Comment dire… ? Il est quand même ironique de voir Mme Perreault donner des leçons en matière de dialogue social puisque son organisation, à l’instar de toutes les associations patronales, a applaudi le projet de loi 89 du ministre du Travail Jean Boulet, projet de loi contre lequel se mobilisent actuellement des milliers de travailleuses et travailleurs aux quatre coins du Québec pour préserver leur rapport de force.
Faut-il rappeler à la porte-parole du CPQ que, pour qu’il y ait dialogue, deux parties doivent discuter ? Or, nous avons appris l’intention du ministre Boulet de déposer son projet de loi explosif la veille de Noël, et ce, sans aucune forme de préavis ou de tentative d’échange en amont avec les principaux intéressés : les représentantes et représentants des travailleuses et travailleurs du Québec.

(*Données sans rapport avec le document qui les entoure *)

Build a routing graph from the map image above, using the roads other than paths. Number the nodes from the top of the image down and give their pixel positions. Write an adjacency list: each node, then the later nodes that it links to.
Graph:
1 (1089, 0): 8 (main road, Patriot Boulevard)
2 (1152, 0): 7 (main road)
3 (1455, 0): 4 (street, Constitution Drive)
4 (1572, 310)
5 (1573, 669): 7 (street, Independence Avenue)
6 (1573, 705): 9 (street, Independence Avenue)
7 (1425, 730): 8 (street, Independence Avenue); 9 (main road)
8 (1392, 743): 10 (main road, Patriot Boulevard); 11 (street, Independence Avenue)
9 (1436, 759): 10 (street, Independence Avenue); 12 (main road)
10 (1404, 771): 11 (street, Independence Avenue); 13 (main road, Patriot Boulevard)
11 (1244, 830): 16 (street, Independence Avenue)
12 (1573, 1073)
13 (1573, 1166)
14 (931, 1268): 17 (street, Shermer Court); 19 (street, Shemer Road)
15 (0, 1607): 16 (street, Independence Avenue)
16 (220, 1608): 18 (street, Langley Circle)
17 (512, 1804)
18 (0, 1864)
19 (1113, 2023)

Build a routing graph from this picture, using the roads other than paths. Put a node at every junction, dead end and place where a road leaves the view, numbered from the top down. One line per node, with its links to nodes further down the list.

C’est, à l’inverse, un affrontement direct que le ministre Boulet a orchestré pour restreindre le droit de grève et renverser le rapport de force en faveur des employeurs et des patrons.

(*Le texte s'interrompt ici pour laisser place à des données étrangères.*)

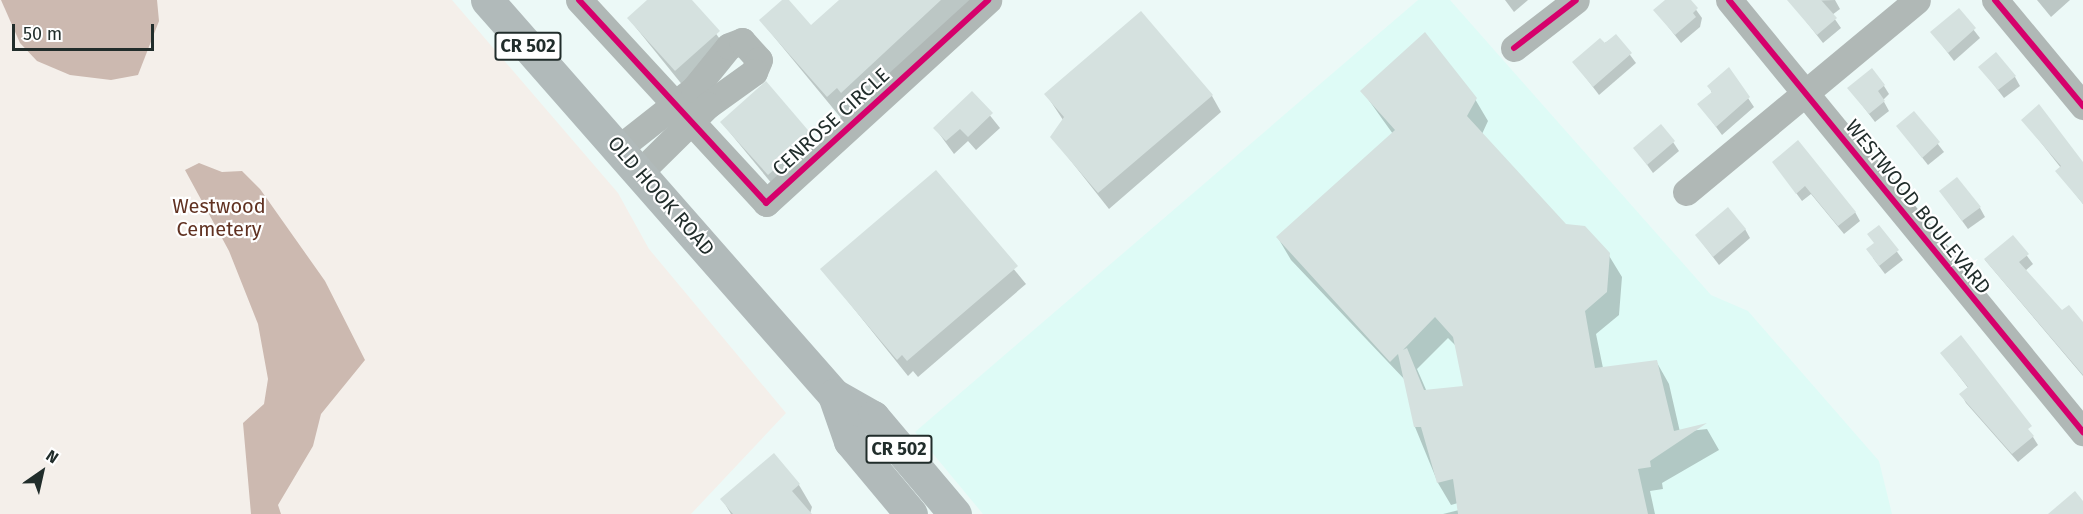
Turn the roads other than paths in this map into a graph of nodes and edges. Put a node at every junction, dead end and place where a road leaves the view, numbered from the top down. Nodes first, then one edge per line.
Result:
1 (487, 0) edge
2 (579, 0) edge
3 (988, 0) edge
4 (1576, 0) edge
5 (1729, 0) edge
6 (1917, 0) edge
7 (1995, 0) edge
8 (1514, 48) dead end
9 (1806, 95) junction
10 (2083, 106) edge
11 (683, 113) junction
12 (630, 160) junction
13 (1686, 192) dead end
14 (834, 395) junction
15 (2083, 432) edge
16 (911, 514) edge
17 (956, 514) edge

1 - 12 main road, OLD HOOK ROAD / CR 502
2 - 11 street, CENROSE CIRCLE
3 - 11 street, CENROSE CIRCLE
4 - 8 street
5 - 9 street, WESTWOOD BOULEVARD
6 - 9 street
7 - 10 street
9 - 13 street
9 - 15 street, WESTWOOD BOULEVARD
11 - 12 street
12 - 14 main road, OLD HOOK ROAD / CR 502
14 - 16 main road, OLD HOOK ROAD / CR 502
14 - 17 main road, OLD HOOK ROAD / CR 502

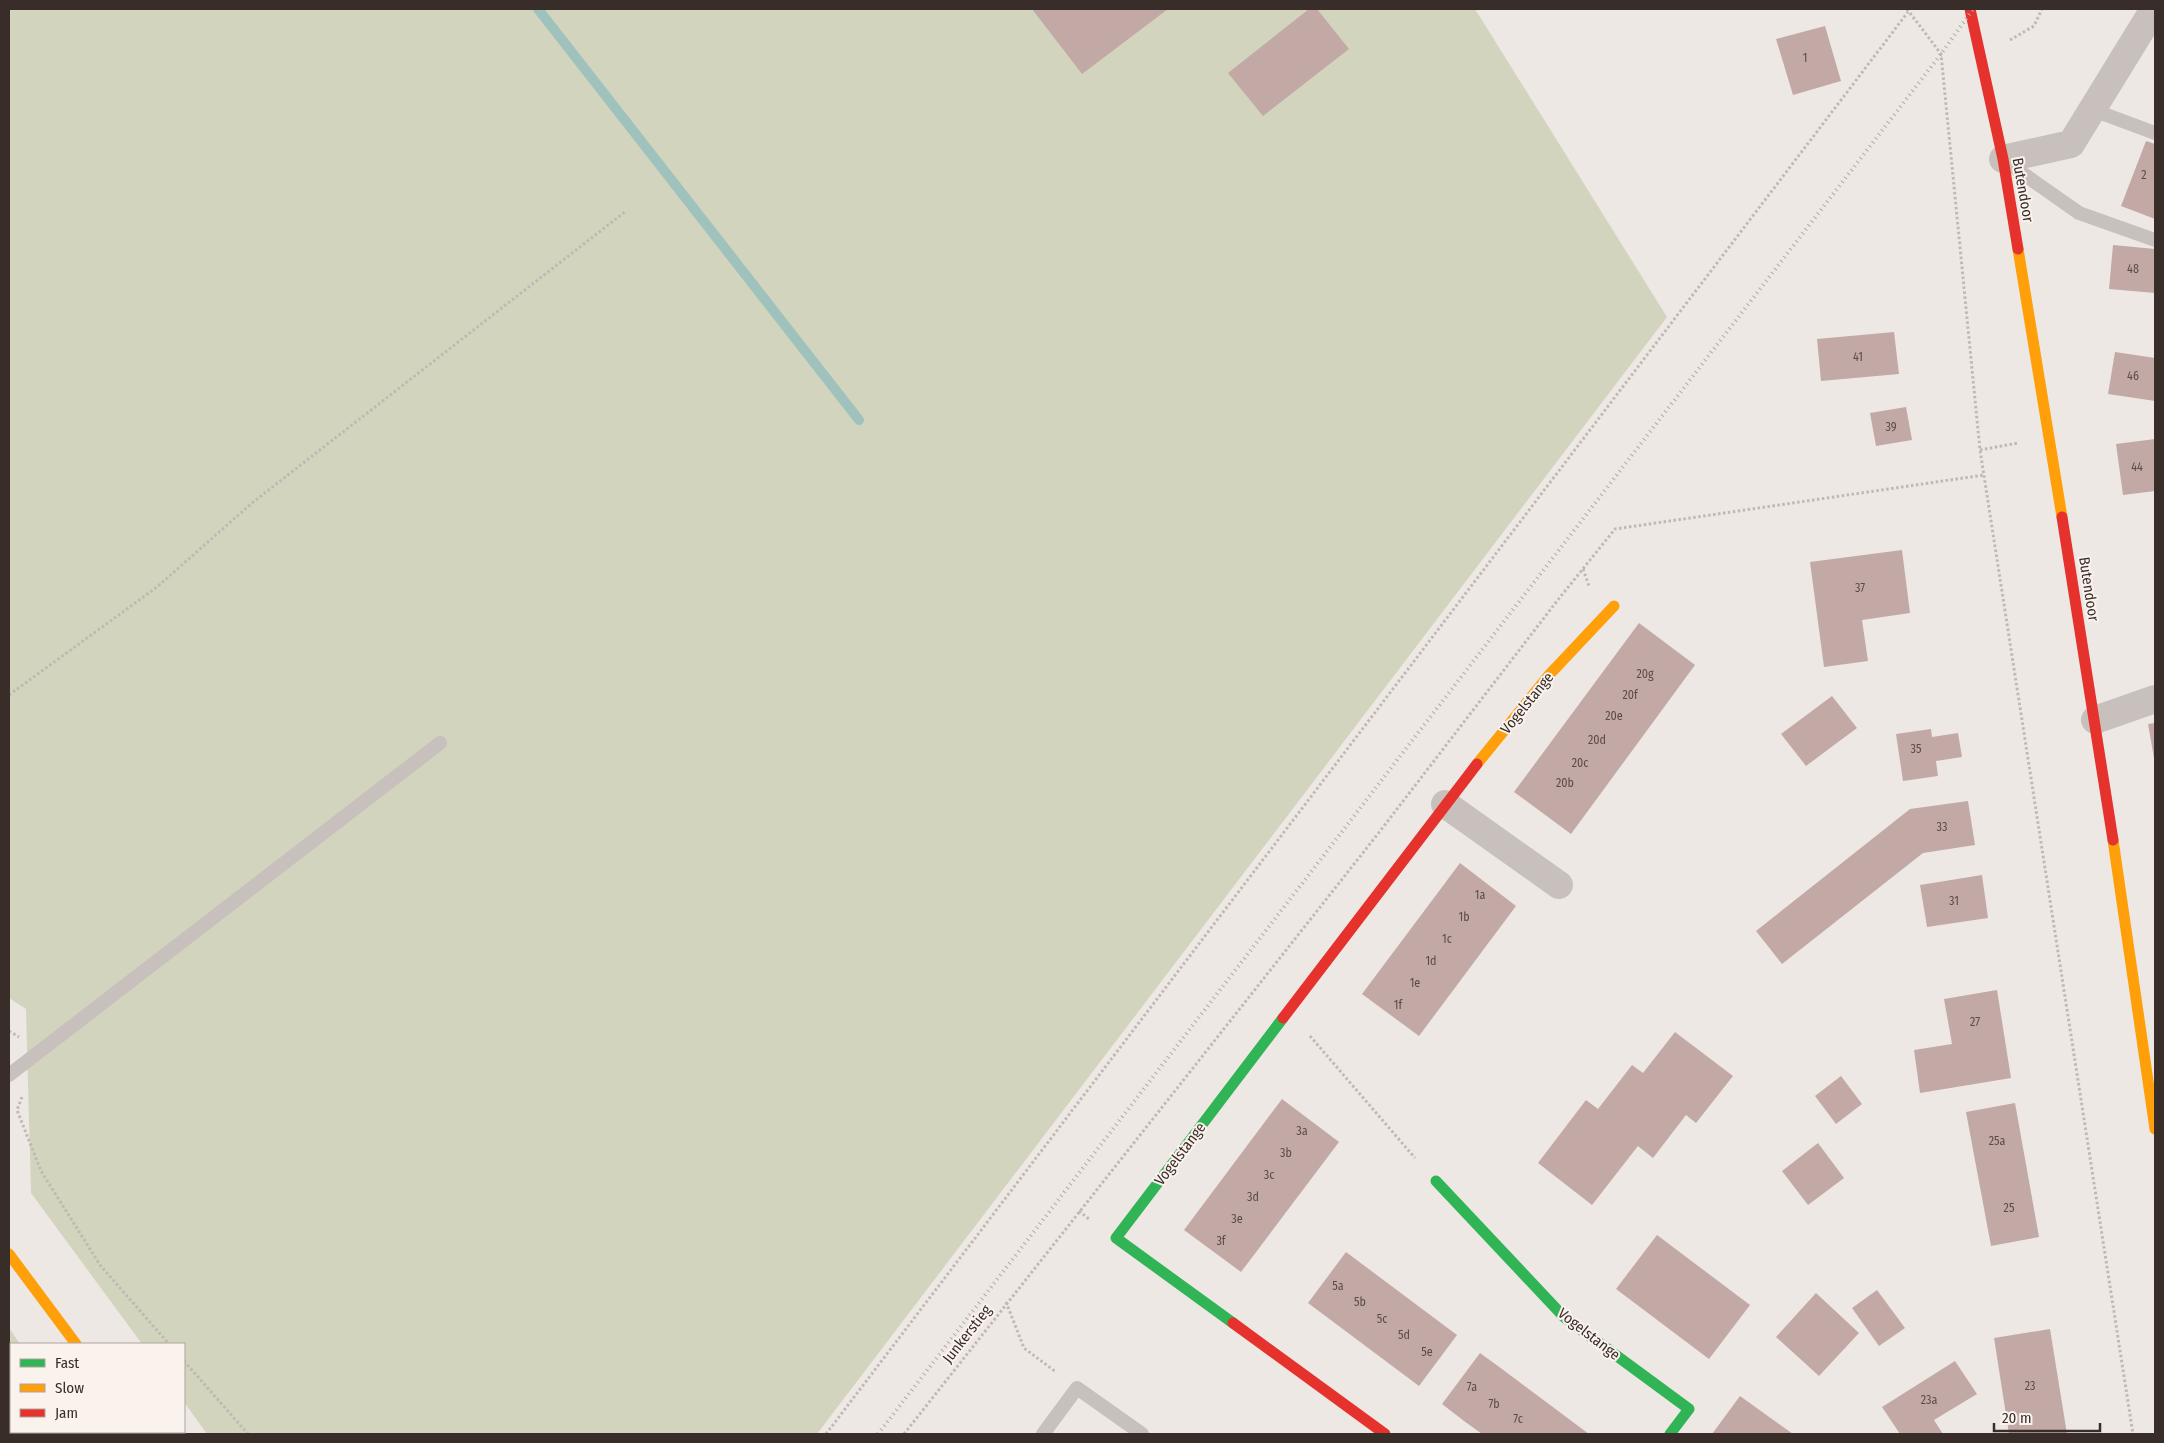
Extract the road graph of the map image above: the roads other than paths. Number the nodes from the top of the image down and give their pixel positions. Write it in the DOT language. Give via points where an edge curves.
graph roads {
  1 [pos="1970,9"];
  2 [pos="2154,9"];
  3 [pos="2092,110"];
  4 [pos="2155,133"];
  5 [pos="2003,160"];
  6 [pos="2155,240"];
  7 [pos="1614,606"];
  8 [pos="2155,700"];
  9 [pos="2095,720"];
  10 [pos="440,743"];
  11 [pos="1445,804"];
  12 [pos="1559,885"];
  13 [pos="9,1075"];
  14 [pos="2155,1129"];
  15 [pos="1436,1182"];
  16 [pos="9,1254"];
  17 [pos="75,1343"];
  18 [pos="1043,1434"];
  19 [pos="1142,1434"];
  20 [pos="1385,1434"];
  21 [pos="1670,1434"];
  1 -- 5 [label="street, Butendoor"];
  2 -- 3 [label="street"];
  3 -- 4 [label="lane"];
  3 -- 5 [label="street" via="2072,144"];
  5 -- 6 [label="lane" via="2079,213"];
  5 -- 9 [label="street, Butendoor"];
  7 -- 11 [label="street, Vogelstange" via="1549,675"];
  8 -- 9 [label="street"];
  9 -- 14 [label="street, Butendoor"];
  10 -- 13 [label="lane"];
  11 -- 12 [label="street"];
  11 -- 20 [label="street, Vogelstange" via="1116,1238"];
  15 -- 21 [label="street, Vogelstange" via="1564,1317 1689,1409"];
  16 -- 17 [label="street"];
  18 -- 19 [label="lane" via="1077,1388"];
}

Disons-nous les vraies choses : la réelle intimidation dans cette histoire, c’est celle que porte le projet de loi 89. Ce qui est désolant, c’est que le CPQ, acteur clé qui a contribué au développement économique du Québec, comme il se décrit, s’époumone davantage à dénoncer la pose d’autocollants que les impacts qu’engendrerait ce projet de loi sur la main-d’œuvre québécoise s’il devait être adopté.
La réelle violence, c’est l’appauvrissement annoncé de centaines de milliers de travailleuses et de travailleurs, qui ne pourront plus se battre à forces égales avec leurs patrons et qui peineront à faire face au coût de la vie.
Force est de constater que le CPQ a l’indignation variable. En effet, où est le CPQ pour crier au scandale quand un employeur laisse des gens sur le trottoir pendant cinq mois, en ayant recours à des briseurs de grève ? N’est-ce pas aussi scandaleux qu’un employeur « offre » à ses travailleuses et travailleurs de retirer tout régime de retraite et d’assurance collective avec, en prime, des augmentations salariales de 0 % en quatre ans ?
Lorsqu’un ministre persiste à faire la sourde oreille aux revendications et préoccupations légitimes des travailleuses et travailleurs du Québec, la moindre des choses est qu’on se fasse entendre. N’en déplaise à Mme Perreault, cela passe par des manifestations dont l’objectif avoué est de déranger. C’est ce qu’on appelle… des moyens de pression.
C’est précisément pour préserver cette capacité à exercer des moyens de pression, dont la grève, que nous nous mobilisons depuis des semaines. Faut-il rappeler que la Cour suprême écrivait ceci dans sa décision connue sous le nom d’« arrêt Saskatchewan » : l’histoire, la jurisprudence et les obligations internationales du Canada confirment que, dans notre régime de relations de travail, le droit de grève constitue un élément essentiel d’un processus véritable de négociation collective.
Il serait peut-être temps que le Conseil du patronat, plutôt que de faire la morale aux syndicats en les invitant à évoluer, procède à un exercice d’introspection et se demande s’il défend réellement les intérêts économiques du Québec en appuyant un projet de loi qui s’attaque à celles et ceux qui en sont pourtant le moteur premier.
Si ça peut les soulager, nous connaissons de bonnes compagnies de nettoyage syndiquées qui, souhaitons-le, pourront permettre à Mme Perreault et à son organisation, en attendant, de survivre au dangereux traumatisme infligé… par la pose d’autocollants.